What you have to do
Find how many lines of the records below contain the word "image" and write that number by itself.

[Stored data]
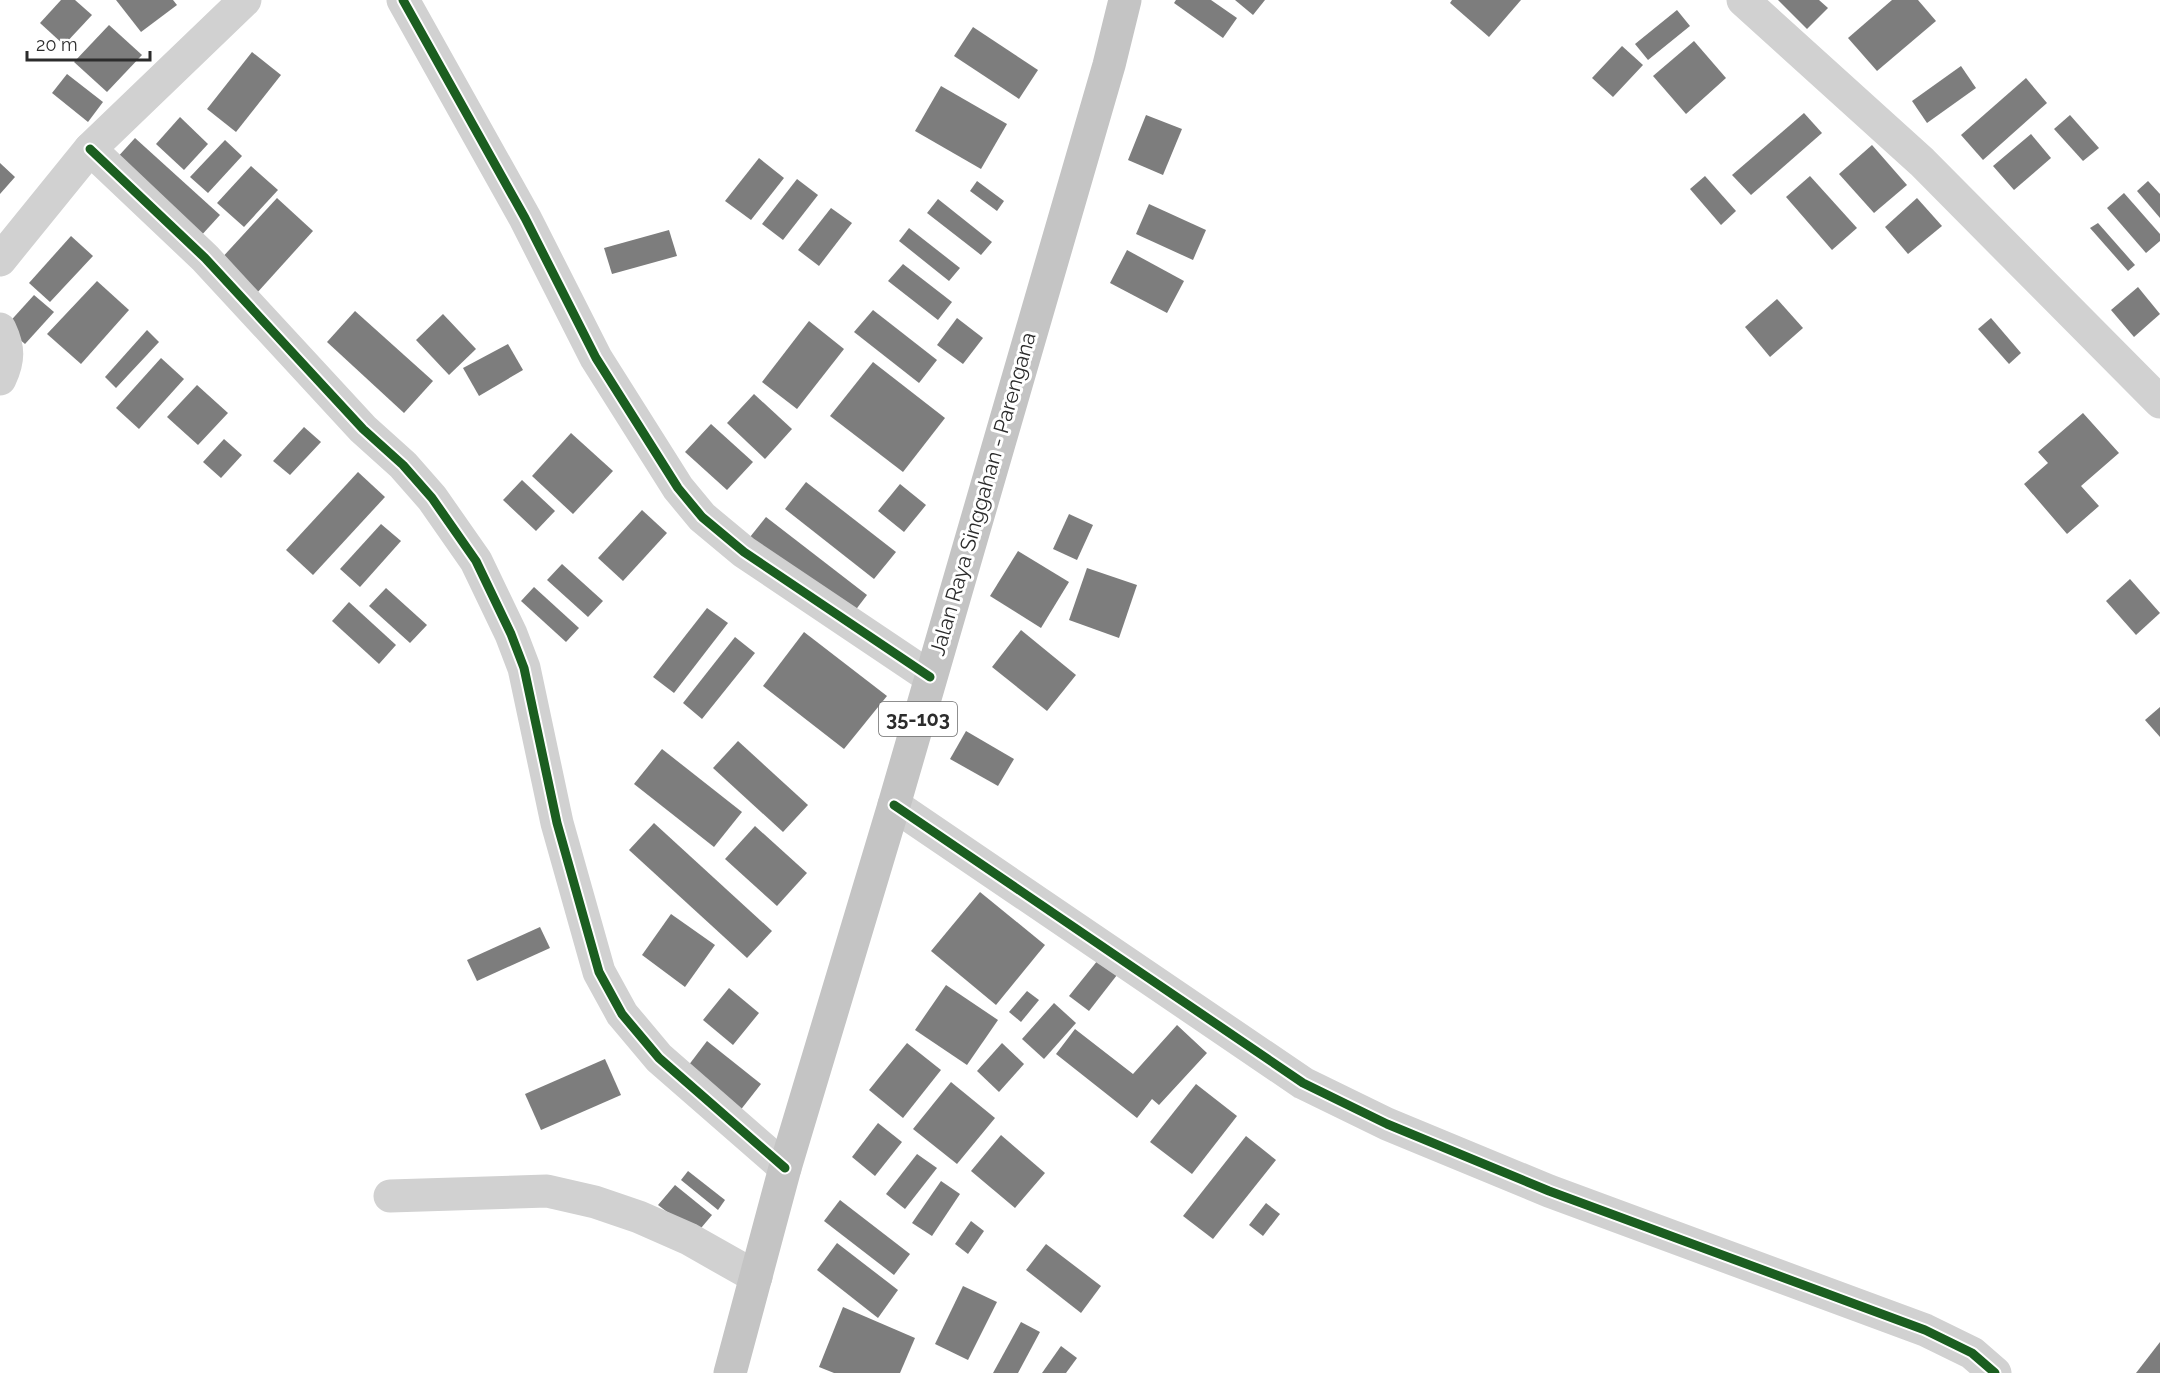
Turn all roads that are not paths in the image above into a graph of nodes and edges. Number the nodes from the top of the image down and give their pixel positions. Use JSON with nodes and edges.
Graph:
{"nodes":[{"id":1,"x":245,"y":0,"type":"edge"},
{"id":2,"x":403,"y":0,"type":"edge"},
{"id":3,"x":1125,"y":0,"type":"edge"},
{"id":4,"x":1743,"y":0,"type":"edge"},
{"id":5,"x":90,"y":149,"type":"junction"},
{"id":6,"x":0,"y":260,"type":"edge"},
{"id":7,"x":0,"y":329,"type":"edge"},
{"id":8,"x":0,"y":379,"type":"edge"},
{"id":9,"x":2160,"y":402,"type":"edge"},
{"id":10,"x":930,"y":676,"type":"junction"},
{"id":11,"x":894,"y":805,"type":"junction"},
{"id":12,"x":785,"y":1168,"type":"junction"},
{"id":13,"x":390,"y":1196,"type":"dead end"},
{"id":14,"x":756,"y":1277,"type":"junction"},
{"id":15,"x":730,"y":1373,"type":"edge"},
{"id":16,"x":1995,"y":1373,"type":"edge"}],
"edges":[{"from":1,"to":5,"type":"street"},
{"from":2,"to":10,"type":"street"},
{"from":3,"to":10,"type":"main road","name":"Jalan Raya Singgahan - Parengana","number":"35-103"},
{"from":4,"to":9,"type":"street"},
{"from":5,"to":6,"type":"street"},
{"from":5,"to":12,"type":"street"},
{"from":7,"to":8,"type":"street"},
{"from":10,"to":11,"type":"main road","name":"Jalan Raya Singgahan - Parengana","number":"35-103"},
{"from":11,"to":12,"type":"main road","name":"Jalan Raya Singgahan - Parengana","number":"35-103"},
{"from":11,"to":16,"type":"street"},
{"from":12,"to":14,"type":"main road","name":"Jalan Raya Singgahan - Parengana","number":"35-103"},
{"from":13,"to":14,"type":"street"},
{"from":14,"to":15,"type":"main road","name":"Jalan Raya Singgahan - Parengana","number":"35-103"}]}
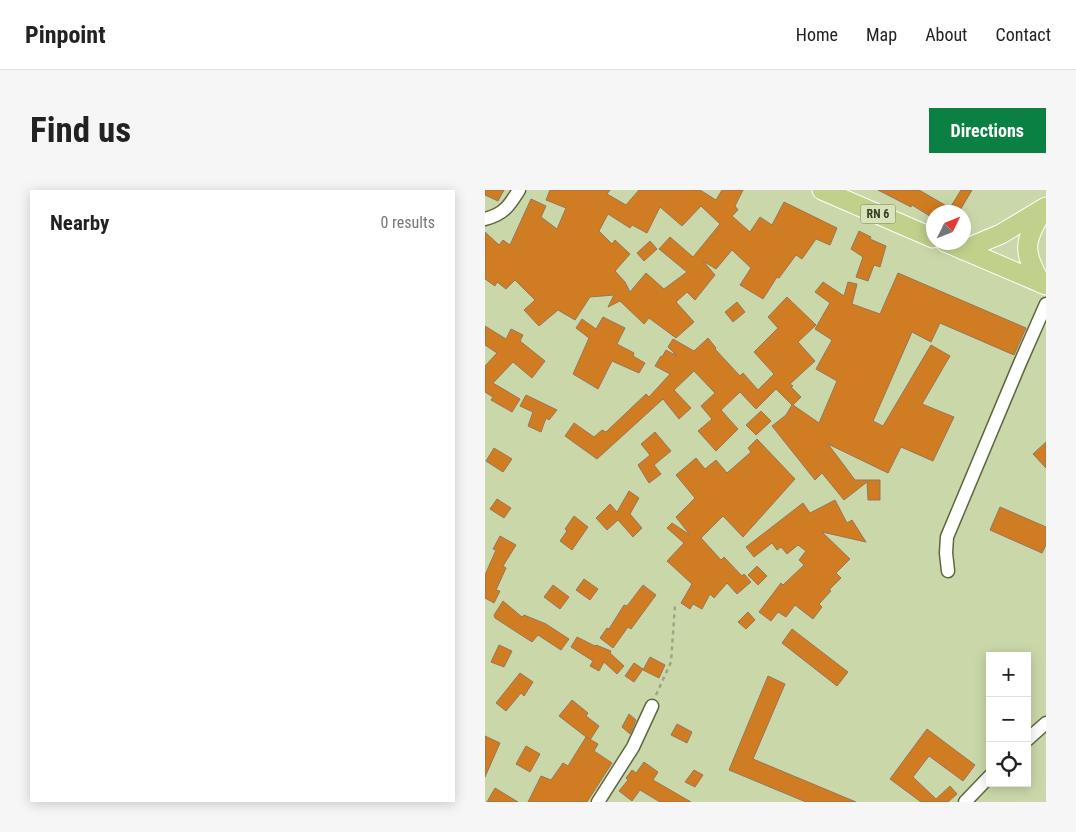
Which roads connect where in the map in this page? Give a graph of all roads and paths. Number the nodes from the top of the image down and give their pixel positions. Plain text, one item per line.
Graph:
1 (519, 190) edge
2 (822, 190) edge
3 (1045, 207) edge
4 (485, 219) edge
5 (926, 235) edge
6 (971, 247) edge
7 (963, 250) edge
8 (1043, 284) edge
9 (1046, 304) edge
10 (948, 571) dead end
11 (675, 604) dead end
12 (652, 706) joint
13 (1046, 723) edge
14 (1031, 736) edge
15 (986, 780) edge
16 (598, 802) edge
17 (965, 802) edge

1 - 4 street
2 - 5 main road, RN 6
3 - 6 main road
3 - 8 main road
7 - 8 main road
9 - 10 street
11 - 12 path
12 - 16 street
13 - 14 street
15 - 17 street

Written solution
2